USAAF photo of a considerably enlarged Castelvetrano airfield only moments before the strike of 13 April 1943. The photo shows many fighter aircraft on the east side of the airfield, and multiple larger (bombers/transports?) aircraft on the west side.

USAAF post-strike assessment of the Castelvetrano airstrike of 13 April 1943, in which 51 aircraft were destroyed.

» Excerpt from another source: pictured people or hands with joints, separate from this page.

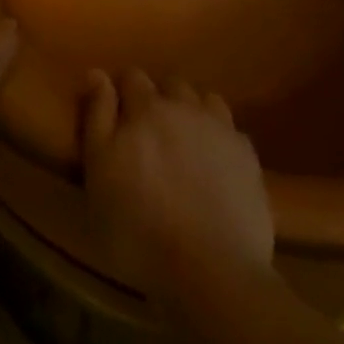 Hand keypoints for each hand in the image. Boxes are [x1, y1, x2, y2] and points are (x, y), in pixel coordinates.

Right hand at [81, 69, 274, 307]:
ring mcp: (220, 127)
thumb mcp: (98, 176)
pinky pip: (230, 130)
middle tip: (150, 133)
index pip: (131, 77)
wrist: (211, 270)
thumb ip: (97, 118)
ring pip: (203, 100)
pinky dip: (219, 138)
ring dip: (192, 111)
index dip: (122, 90)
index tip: (117, 113)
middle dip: (159, 97)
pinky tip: (215, 164)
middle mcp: (184, 105)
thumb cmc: (139, 230)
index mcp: (146, 108)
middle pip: (170, 84)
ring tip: (184, 142)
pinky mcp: (247, 154)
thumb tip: (96, 72) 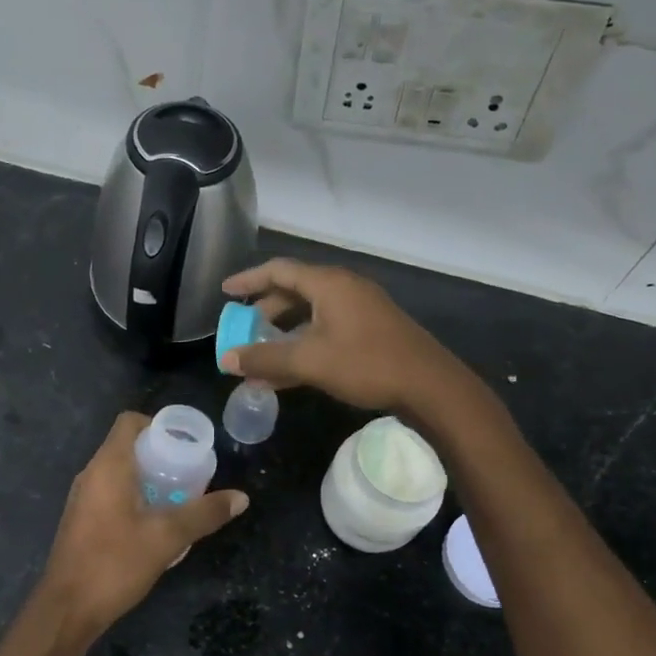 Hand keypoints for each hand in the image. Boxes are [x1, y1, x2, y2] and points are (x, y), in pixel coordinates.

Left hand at [36, 412, 247, 634]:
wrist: (67, 609)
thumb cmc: (115, 563)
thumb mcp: (167, 537)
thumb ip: (204, 514)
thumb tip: (241, 498)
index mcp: (108, 466)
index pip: (129, 422)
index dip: (158, 424)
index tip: (184, 443)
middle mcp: (91, 474)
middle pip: (127, 446)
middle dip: (159, 454)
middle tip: (189, 471)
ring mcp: (83, 498)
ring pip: (119, 472)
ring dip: (148, 477)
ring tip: (178, 495)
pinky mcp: (81, 520)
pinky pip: (111, 492)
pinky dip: (134, 495)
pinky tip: (155, 521)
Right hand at [220, 258, 464, 414]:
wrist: (430, 386)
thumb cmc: (366, 364)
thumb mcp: (310, 361)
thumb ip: (265, 358)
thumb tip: (227, 359)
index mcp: (328, 284)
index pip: (279, 270)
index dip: (249, 279)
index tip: (225, 291)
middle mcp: (344, 288)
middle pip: (295, 290)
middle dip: (265, 310)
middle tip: (243, 328)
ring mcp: (360, 309)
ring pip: (311, 313)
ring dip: (284, 332)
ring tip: (262, 353)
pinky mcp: (371, 330)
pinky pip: (326, 328)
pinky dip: (304, 343)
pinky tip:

Although dated as 13 August 1943, the airfield and its surrounding are had already been firmly in the hands of US forces for several weeks. Possibly this is a photo shot during Operation Husky. Note that the North is in the lower left corner of the photo

The Americans used the airfield during part of the Sicilian Campaign and the Allied invasion of Italy. The airfield was mainly used by USAAFs 12th Air Force. Units known to have used the airfield were 81FG flying P-39 Aircobra (Oct 1943-Feb 1944) and 314 Troop Carrier Group flying C-47 Skytrains (Sep 1943-Feb 1944). When the Americans moved out the airfield was closed and dismantled.

The airfield as seen in 2006 (Google Earth)

Today, over 65 years after the Americans left, the main runway is still visible in aerial photography. No structures or other components of the airfield remain however.

This view of the Castelvertrano runway heading North in August 2011 was shot by Silvano Marti, co-author of Aquile di Chiana (Eagles of Chiana). His car adds scale to the size of the runway.